Atualmente, Barição atende em uma clínica particular na cidade de São José dos Campos, no interior do estado. A suspensão da licença de trabalho foi encerrada na segunda (1º), mas ele manteve o afastamento por mais duas semanas.
Os procedimentos foram feitos no Hospital de Clínicas Municipal de São Bernardo por funcionários de clínica contratada pela Secretária da Saúde para prestar o serviço.
Um laudo do município, obtido pela reportagem, aponta que a equipe médica encabeçada por Barição usou os mesmos materiais para operar cerca de 27 pessoas, uma após a outra, das 9h às 16h.
Uma sindicância municipal também conclui que o profissional não lavou as mãos, usou o mesmo avental e instrumentos para os pacientes sem esterilizá-los adequadamente entre um e outro -além de ter feito só uma troca do lençol cirúrgico no dia.
O médico também teria levado dois dias até relatar o problema para Secretária de Saúde de São Bernardo, que só depois da notificação passou a encaminhar pacientes a centros cirúrgicos especializados na Grande São Paulo.
No inquérito, o médico confirmou à polícia outras acusações feitas pelas auxiliares de enfermagem, como ter convidado uma namorada para abrir embalagens e não ter aplicado tampões de proteção nos olhos dos pacientes após os procedimentos.
Na época, especialistas do Hospital São Paulo, na capital, foram convocados para analisar o caso e detectaram a presença da bactéria Pseudomonas aeruginosa nos olhos dos pacientes. O microorganismo causou endoftalmite aguda, um quadro infeccioso que provoca inflamações. Uma das alternativas de tratamento mais drásticas é a remoção do globo ocular.
Ao ver a mudança na cor dos olhos do pai, Vilma reforçou a dosagem do colírio até decidir levá-lo a um pronto-socorro. Lá, reencontrou as famílias do mutirão amontoadas na sala de espera.
Um especialista recomendou a remoção do globo ocular de Francisco para prevenir que a infecção alcançasse o cérebro.
"Ele já tinha uma baixa visão de um olho e buscou a cirurgia para o outro. Aí, ele perde um e fica com o olho já comprometido. Todos entraram em pânico", relembra Vilma. Seu pai hoje vive com familiares na Bahia.
Já Expedito Batista, 75, disse aos médicos que "preferiria morrer a ficar cego." Mas não teve escolha. A alternativa era retirar o globo ocular e passar a usar um olho de vidro. A outra opção era um tratamento com medicamentos, o que aumentaria o risco do avanço da infecção.
Batista escolheu não passar pela retirada do globo ocular, mas hoje é cego de um dos olhos.
Duas vezes ao dia, pinga colírio no olho afetado. A cada quatro meses, recebe acompanhamento médico de uma oftalmologista. "Às vezes, meu olho fica branco, feio. Não enxergo mais nadinha", diz.

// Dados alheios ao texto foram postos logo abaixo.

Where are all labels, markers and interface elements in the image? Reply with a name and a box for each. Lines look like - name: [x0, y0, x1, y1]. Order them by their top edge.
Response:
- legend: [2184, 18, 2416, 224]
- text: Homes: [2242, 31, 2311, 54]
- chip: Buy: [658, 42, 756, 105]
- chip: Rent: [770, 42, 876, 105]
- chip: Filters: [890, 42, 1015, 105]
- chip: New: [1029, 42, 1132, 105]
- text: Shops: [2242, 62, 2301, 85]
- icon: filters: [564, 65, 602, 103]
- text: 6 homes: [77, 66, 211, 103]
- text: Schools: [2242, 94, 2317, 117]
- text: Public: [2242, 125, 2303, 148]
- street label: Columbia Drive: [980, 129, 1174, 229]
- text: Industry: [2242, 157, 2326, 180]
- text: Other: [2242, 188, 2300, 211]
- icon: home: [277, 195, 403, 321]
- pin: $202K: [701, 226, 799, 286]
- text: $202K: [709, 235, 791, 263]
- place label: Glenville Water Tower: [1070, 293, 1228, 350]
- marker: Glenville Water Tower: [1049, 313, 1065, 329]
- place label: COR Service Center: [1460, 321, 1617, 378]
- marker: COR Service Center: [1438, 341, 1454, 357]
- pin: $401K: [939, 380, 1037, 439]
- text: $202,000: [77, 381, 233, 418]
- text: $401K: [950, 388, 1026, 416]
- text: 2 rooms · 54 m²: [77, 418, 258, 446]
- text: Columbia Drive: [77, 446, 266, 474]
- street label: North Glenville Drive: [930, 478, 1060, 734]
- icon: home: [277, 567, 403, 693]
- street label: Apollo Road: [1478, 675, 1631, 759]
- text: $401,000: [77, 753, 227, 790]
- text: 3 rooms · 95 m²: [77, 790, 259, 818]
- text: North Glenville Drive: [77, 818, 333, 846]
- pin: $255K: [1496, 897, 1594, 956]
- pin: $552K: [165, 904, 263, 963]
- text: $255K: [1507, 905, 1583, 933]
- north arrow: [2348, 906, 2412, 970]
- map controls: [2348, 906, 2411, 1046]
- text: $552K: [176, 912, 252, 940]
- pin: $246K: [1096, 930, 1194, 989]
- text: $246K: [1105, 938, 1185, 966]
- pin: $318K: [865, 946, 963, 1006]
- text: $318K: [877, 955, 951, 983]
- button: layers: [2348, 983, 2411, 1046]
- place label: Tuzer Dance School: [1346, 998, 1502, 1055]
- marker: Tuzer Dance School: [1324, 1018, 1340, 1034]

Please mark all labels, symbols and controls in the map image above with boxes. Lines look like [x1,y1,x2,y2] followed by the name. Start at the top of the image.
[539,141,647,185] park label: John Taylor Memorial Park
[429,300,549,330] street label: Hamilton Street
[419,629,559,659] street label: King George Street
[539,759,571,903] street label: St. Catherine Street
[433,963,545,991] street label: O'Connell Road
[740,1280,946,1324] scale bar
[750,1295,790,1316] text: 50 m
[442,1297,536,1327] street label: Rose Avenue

Em nota, a Prefeitura de São Bernardo afirma que os pacientes são acompanhados por uma equipe de oftalmologistas, fisioterapeutas, psicólogos e assistentes sociais e participam de reuniões mensais para a manutenção de óculos e próteses oculares.
Na Justiça, as vítimas processaram o médico, duas auxiliares de enfermagem e o município de São Bernardo do Campo por ações como erro médico e lesão corporal. Segundo a defesa das vítimas, a ação criminal por lesão corporal ainda corre na Justiça.
Em 2016, o Ministério Público pediu o arquivamento de uma ação por lesão corporal grave contra Barição pela morte do paciente Pellegrino Fischer Riatto, ocorrida um mês após o mutirão. O tratamento de Riatto envolveu uma cirurgia e antibióticos para conter a inflamação.
Os promotores entenderam que a morte de Pellegrino, causada por quadros anteriores de saúde, não teve relação com a cirurgia de catarata. O documento, porém, reforça que "não existem dúvidas de que a vítima foi acometida por endoftalmite em razão da completa ausência de esterilização de instrumentos e outras assepsias."
Um ano após a remoção do globo ocular, o paciente Anísio Augusto, 70, também morreu por complicações pós-cirúrgicas, de acordo com familiares. Anísio teria desenvolvido um quadro de depressão após ter um dos olhos retirado.